昨今、企業は急激に脱炭素に向けた取り組みに迫られています。4月の東京証券取引所の再編で、プライム市場上場企業は、気候関連財務情報開示を一層求められるようになりました。この動きは来年以降、全上場企業に広がっていくとみられています。
GHGプロトコルは、事業者自らの排出量を示す「スコープ1」、他社から供給されたエネルギー使用による間接排出「スコープ2」、取引先などサプライチェーン全体が排出する「スコープ3」に区分されています。ただ、スコープ3まで開示できているのは上場企業でも200社程度です。スコープ3まで把握するのはそれくらい難しいです。
ゼロボードは、サプライチェーン全体、また商品ごとのCO₂排出量を算定でき、加えて視認性の高いダッシュボード(一覧表示画面)でCO₂排出量の削減管理やコスト効果のシミュレーションなどができます。
料金体系は3種類あり、一番安価なプランは年間9万6000円です。他に、プライム市場レベルの開示を目指す企業向けで顧客担当サポートがつくプランは、年間144万円から提供しています。これまでに1300社以上に導入した実績があります。
今年3月には、美容室と提携し、施術メニューごとに、排出されるCO₂を可視化したアプリの提供も開始し、BtoC(消費者向け)のサービスも行っています。
建築熱環境の研究が生きる
もともと建築家になろうと、大学では建築学科を志望しました。建築家になるには建築学科の中でもデザイン系の研究室にいかないといけないのですが、当時は建築家の安藤忠雄氏が教授をしていた時代で、人気があったんですよね。
僕の場合、中学からラグビーを始め、大学でも続けていたので、毎日部活がありました。それで、デザイン系の研究室に行くのは難しいと思い、建築家になる夢は諦めました。結局大学では、建築熱環境の研究室を選び、どのようなビルを作れば環境負荷を低く抑え、過ごしやすい建物を作れるのか、といった研究に打ち込みました。
卒業後は、米金融機関のJPモルガンに入社しましたが、三井物産に転職、エネルギー×ICT(情報通信技術)事業を担当しました。

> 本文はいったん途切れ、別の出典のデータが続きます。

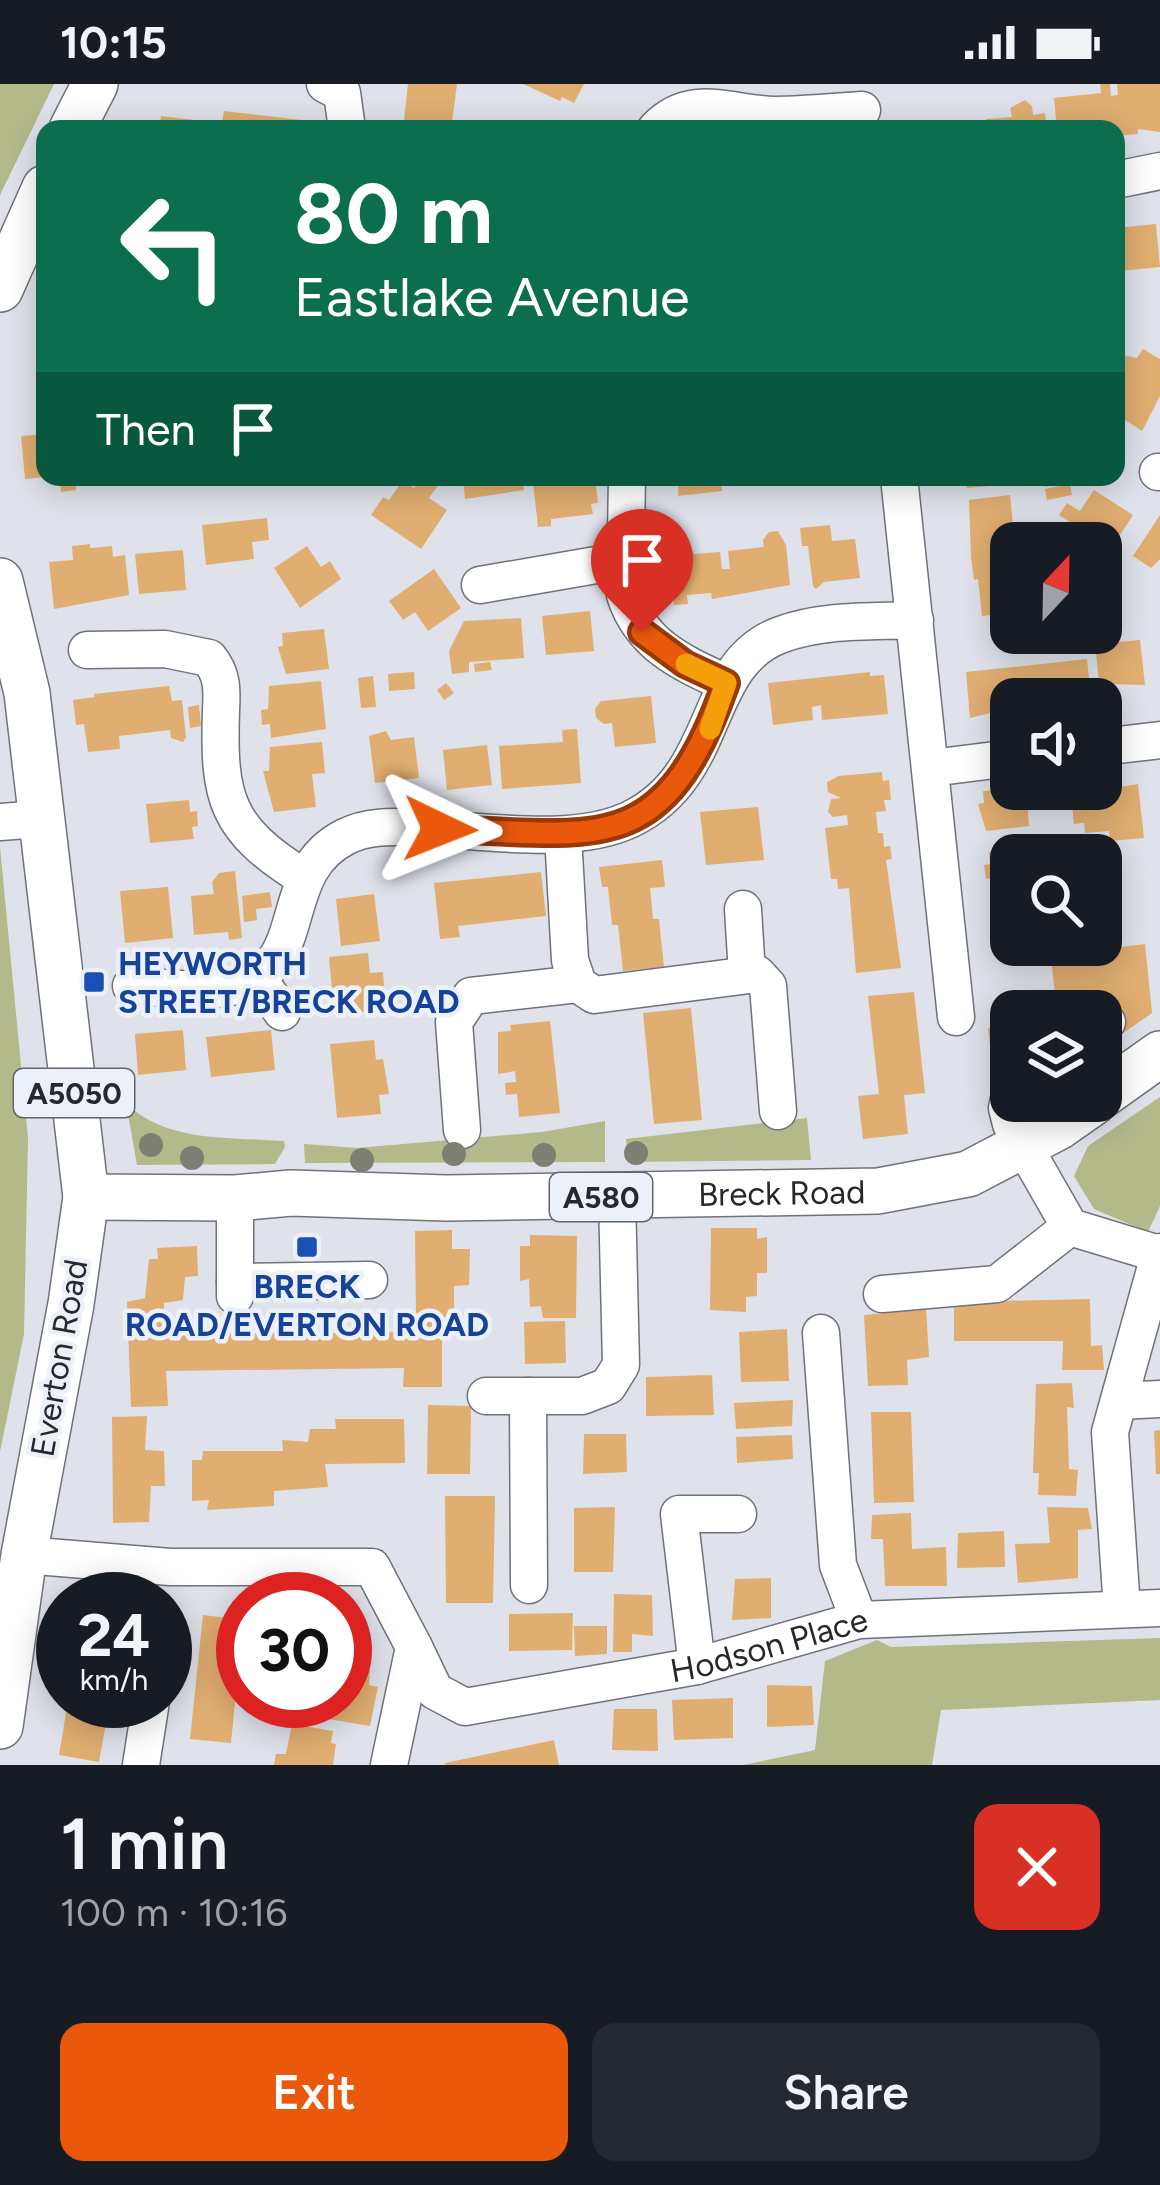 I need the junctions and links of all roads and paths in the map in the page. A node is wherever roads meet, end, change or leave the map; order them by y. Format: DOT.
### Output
graph roads {
  1 [pos="95,84"];
  2 [pos="861,108"];
  3 [pos="77,120"];
  4 [pos="664,120"];
  5 [pos="1160,172"];
  6 [pos="1125,178"];
  7 [pos="36,208"];
  8 [pos="0,289"];
  9 [pos="627,486"];
  10 [pos="900,486"];
  11 [pos="625,560"];
  12 [pos="0,581"];
  13 [pos="480,585"];
  14 [pos="915,620"];
  15 [pos="87,650"];
  16 [pos="726,683"];
  17 [pos="1160,740"];
  18 [pos="1122,745"];
  19 [pos="990,761"];
  20 [pos="932,768"];
  21 [pos="20,820"];
  22 [pos="563,835"];
  23 [pos="303,877"];
  24 [pos="743,908"];
  25 [pos="747,974"];
  26 [pos="256,976"];
  27 [pos="578,984"];
  28 [pos="131,986"];
  29 [pos="282,1012"];
  30 [pos="956,1017"];
  31 [pos="1160,1054"];
  32 [pos="1122,1082"];
  33 [pos="778,1111"];
  34 [pos="1010,1122"];
  35 [pos="1061,1122"];
  36 [pos="462,1130"];
  37 [pos="1022,1146"];
  38 [pos="86,1197"];
  39 [pos="617,1197"];
  40 [pos="235,1198"];
  41 [pos="1070,1227"];
  42 [pos="1160,1253"];
  43 [pos="369,1280"];
  44 [pos="881,1294"];
  45 [pos="821,1333"];
  46 [pos="486,1396"];
  47 [pos="529,1396"];
  48 [pos="1160,1399"];
  49 [pos="1119,1401"];
  50 [pos="738,1514"];
  51 [pos="24,1555"];
  52 [pos="108,1572"];
  53 [pos="192,1582"];
  54 [pos="529,1586"];
  55 [pos="1160,1608"];
  56 [pos="1122,1609"];
  57 [pos="859,1619"];
  58 [pos="415,1647"];
  59 [pos="697,1666"];
  60 [pos="0,1726"];
  61 [pos="147,1728"];
  62 [pos="142,1765"];
  63 [pos="389,1765"];
  1 -- 3 [label="main road"];
  2 -- 4 [label="street"];
  5 -- 6 [label="street"];
  7 -- 8 [label="main road"];
  9 -- 11 [label="street"];
  10 -- 14 [label="street"];
  11 -- 13 [label="street"];
  11 -- 16 [label="street"];
  12 -- 21 [label="main road, A5050"];
  14 -- 16 [label="street"];
  14 -- 20 [label="street"];
  15 -- 23 [label="street"];
  16 -- 22 [label="street"];
  17 -- 18 [label="street"];
  19 -- 20 [label="street"];
  20 -- 30 [label="street"];
  21 -- 38 [label="main road, Everton Road / A5050"];
  22 -- 23 [label="street"];
  22 -- 27 [label="street"];
  23 -- 26 [label="street"];
  24 -- 25 [label="street"];
  25 -- 27 [label="street"];
  25 -- 33 [label="street"];
  26 -- 28 [label="street"];
  26 -- 29 [label="street"];
  27 -- 36 [label="street"];
  31 -- 32 [label="main road, Breck Road / A580"];
  34 -- 37 [label="street"];
  35 -- 37 [label="main road, Breck Road / A580"];
  37 -- 39 [label="main road, Breck Road / A580"];
  37 -- 41 [label="street"];
  38 -- 40 [label="main road, Breck Road / A580"];
  38 -- 51 [label="main road, Everton Road"];
  39 -- 40 [label="main road, Breck Road / A580"];
  39 -- 47 [label="street"];
  40 -- 43 [label="street"];
  41 -- 42 [label="street"];
  41 -- 44 [label="street"];
  42 -- 49 [label="street"];
  45 -- 57 [label="street"];
  46 -- 47 [label="street"];
  47 -- 54 [label="street"];
  48 -- 49 [label="street"];
  49 -- 56 [label="street"];
  50 -- 59 [label="street"];
  51 -- 52 [label="street"];
  51 -- 60 [label="main road, Everton Road"];
  53 -- 58 [label="street, Hodson Place"];
  55 -- 56 [label="street, Hodson Place"];
  56 -- 57 [label="street, Hodson Place"];
  57 -- 59 [label="street, Hodson Place"];
  58 -- 59 [label="street, Hodson Place"];
  58 -- 63 [label="street"];
  61 -- 62 [label="street"];
}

ダイキンエアテクノとの合弁で、空調をサブスクリプション(定額課金)で売るサービスを提供する「エアアズアサービス」という企業を一から立ち上げたりしました。人生、後々、何がつながってくるかは意外に分からないものですね。大学時代、絶対に建築熱環境を学びたいと思っていたわけではないけれど、そこでサステナビリティ(持続性)を学び、金融や商社での経験も今に生きています。
企業概要
事業内容:GHG(温暖化ガス)排出量算定・可視化サービス「zeroboard」の開発・展開
本社所在地:東京都港区
設立:2021年8月
資本金:非公開
従業員数:53人
■人物略歴
とけいじ・みちたか
1982年神奈川県生まれ。麻布中学・高校を経て、2006年に東京大学工学部を卒業。新卒でJPモルガンに入社後、09年に三井物産に転職。18年にスタートアップ、A.L.Iテクノロジーズでエネルギーソリューション事業を立ち上げ、「zeroboard」の開発に着手。21年8月に株式会社ゼロボードを設立。40歳。